Harwood Williams

Personal information
- Full name: Harwood Wycum Williams
- Born: 17 January 1970 (age 56) Saint Kitts
- Batting: Right-handed
- Bowling: Right-arm medium
- Role: All-rounder

Domestic team information
- 1994–1996: Leeward Islands
- Source: CricketArchive, 6 June 2013

= Harwood Williams =

Kittitian cricketer

Harwood Wycum Williams (born 17 January 1970) is a former Kittitian cricketer who played several matches for the Leeward Islands during the 1990s. He was a right-handed all-rounder bowling medium pace.

Born on Saint Kitts, Williams played for the Leeward Islands under-19 team at both the 1988 and 1989 West Indies Youth Championships, and finished second in the team's batting averages and run aggregates in the latter year. A right-handed middle-order batsman, he made his senior debut for the Leeward Islands during the 1993–94 season of the limited-overs Geddes Grant Shield, playing two matches in January 1994. In the second of these matches, played against the Windward Islands at Grove Park, Charlestown, Williams scored 31 not out batting seventh, remaining unbeaten at the close of innings.
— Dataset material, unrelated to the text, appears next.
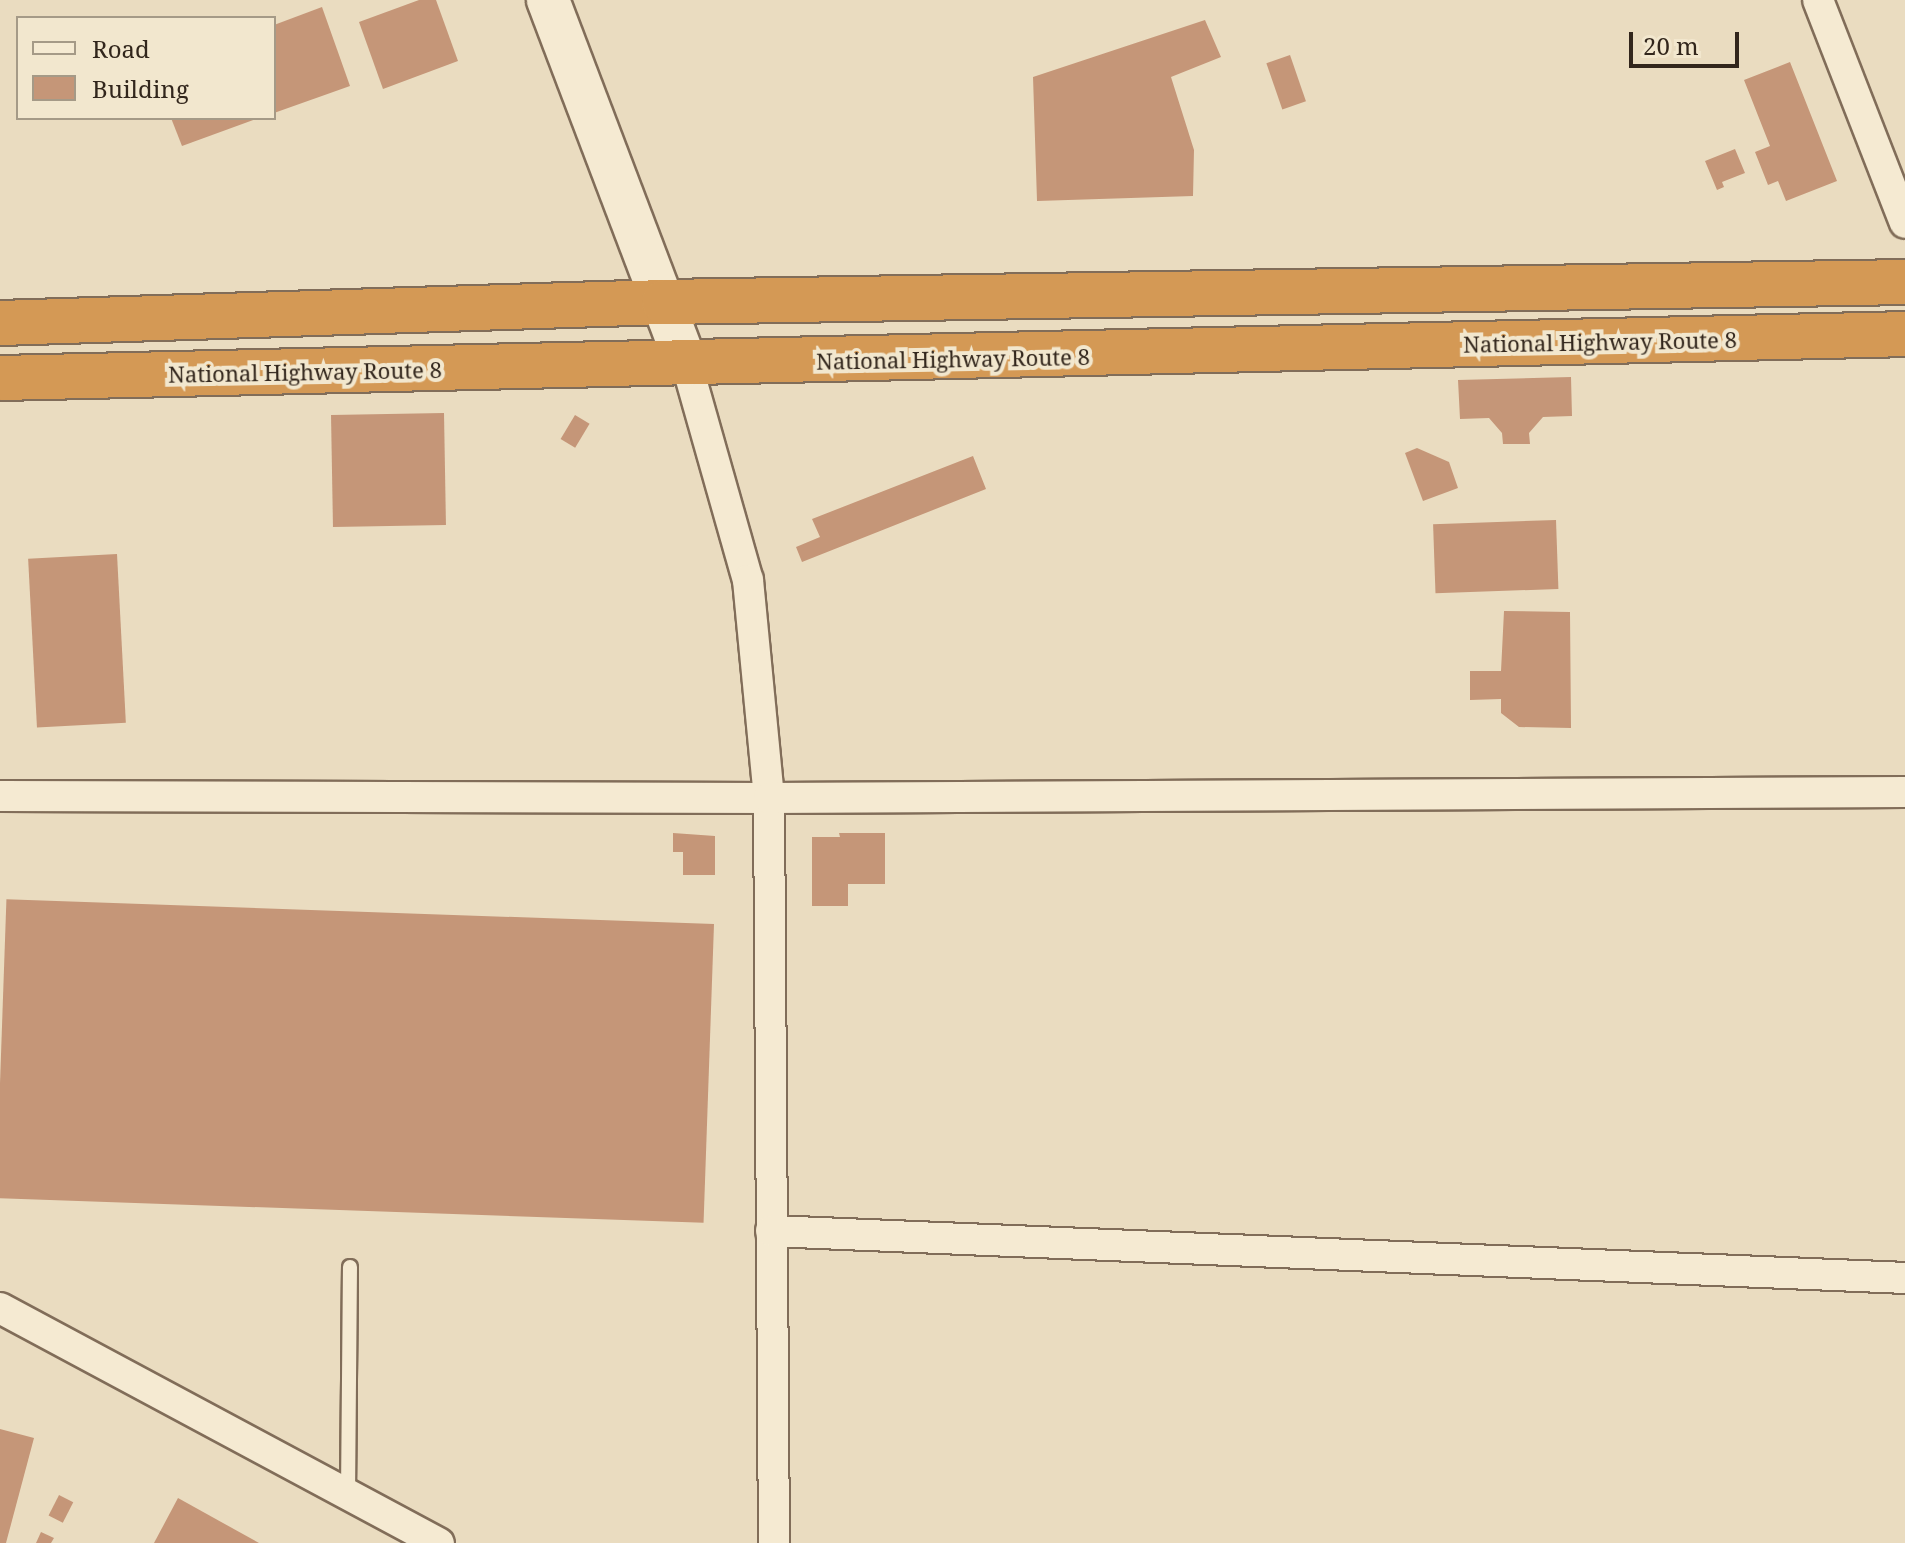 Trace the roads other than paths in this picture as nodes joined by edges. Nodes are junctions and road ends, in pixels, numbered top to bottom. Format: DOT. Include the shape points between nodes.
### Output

Williams made his first-class debut the following month, for the Leewards against the touring English team. He scored 14 and 25 runs in the first and second innings, respectively, with the Leewards losing by seven wickets. Williams' next matches for the team did not come until the 1995–96 season of the Red Stripe Cup, which were to be his last at first-class level. His next match at a major level did not come for a further ten years, when he was selected to appear for the Saint Kitts national team in the inaugural 2006 edition of the Stanford 20/20, which featured 21 teams from around the Caribbean region. In the match, played against Nevis, he scored only a single run in Saint Kitts' first innings, with the team losing by seven wickets to be knocked out of the tournament in the first round.